▸ **Work instructions**
One figure is the whole answer: the number of lines below that contain the word "hand".

Available records: Begin

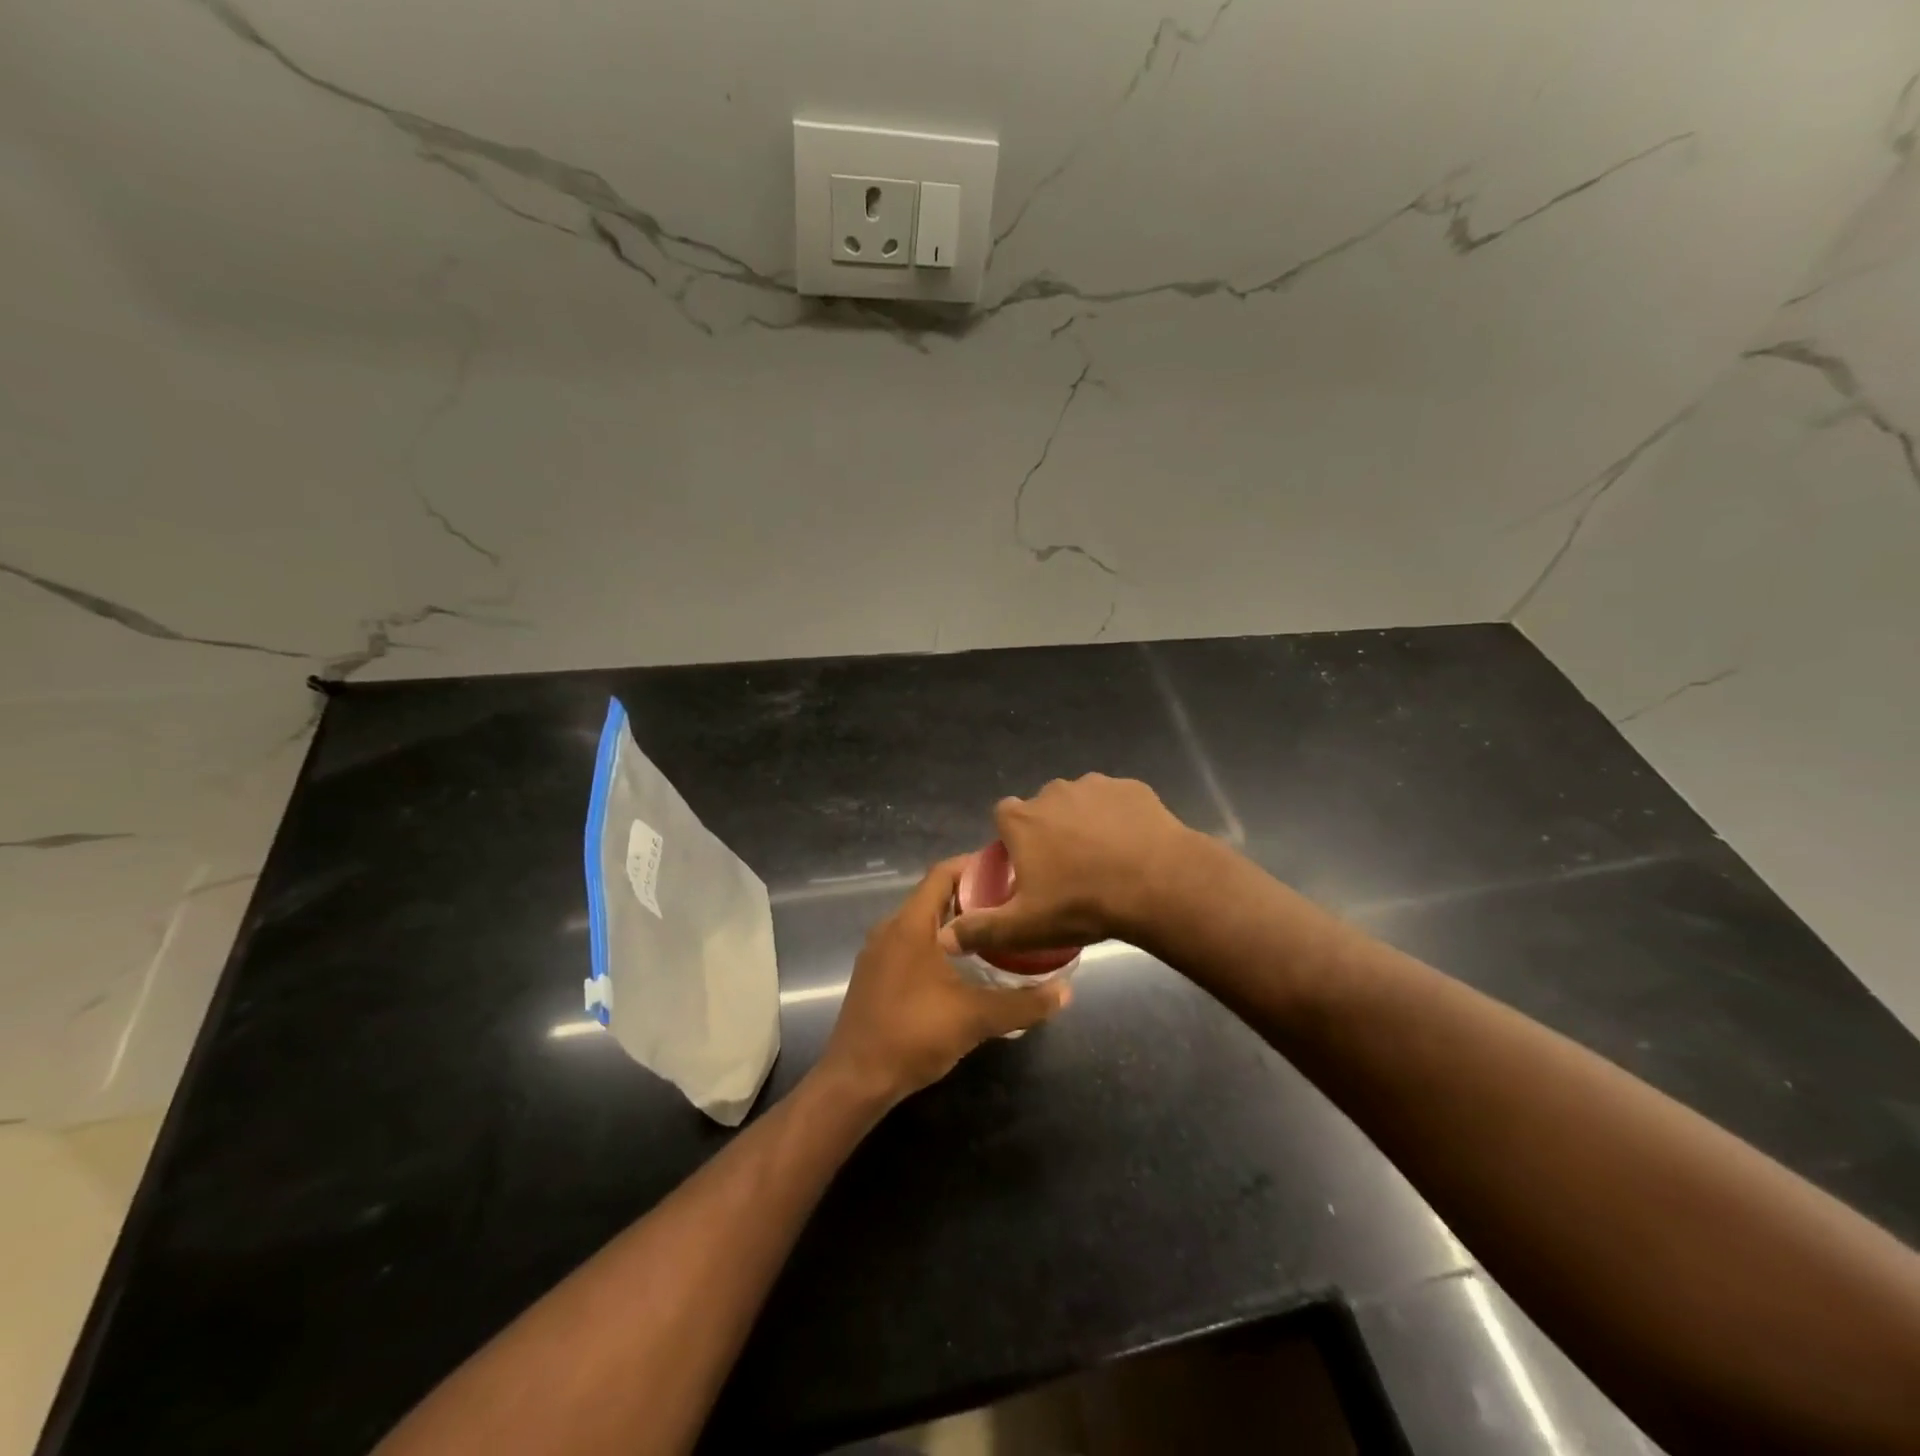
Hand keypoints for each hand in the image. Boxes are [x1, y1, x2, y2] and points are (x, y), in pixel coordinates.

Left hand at [819, 858, 1070, 1106]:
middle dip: (971, 896)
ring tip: (993, 932)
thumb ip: (1023, 1004)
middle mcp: (889, 929)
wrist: (856, 1080)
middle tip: (1011, 904)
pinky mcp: (874, 975)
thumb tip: (1066, 991)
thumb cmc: (913, 1035)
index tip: (1008, 871)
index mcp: (909, 925)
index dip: (974, 866)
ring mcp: (878, 953)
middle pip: (933, 896)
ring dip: (954, 922)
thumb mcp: (975, 1018)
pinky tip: (962, 966)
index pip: (942, 874)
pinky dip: (936, 942)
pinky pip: (909, 943)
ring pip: (920, 922)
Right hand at [938, 774, 1192, 958]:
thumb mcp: (1025, 926)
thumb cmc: (1082, 904)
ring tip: (1104, 860)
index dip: (1012, 840)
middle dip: (1050, 831)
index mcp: (1022, 819)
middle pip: (1042, 809)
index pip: (1003, 817)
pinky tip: (1132, 847)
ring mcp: (1095, 785)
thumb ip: (981, 930)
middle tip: (1069, 870)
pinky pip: (1117, 802)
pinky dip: (1119, 819)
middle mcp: (1053, 792)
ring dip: (1085, 823)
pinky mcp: (1131, 788)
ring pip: (1080, 803)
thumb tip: (944, 939)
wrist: (1157, 884)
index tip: (1027, 867)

Available records: End

▸ **Answer area**
3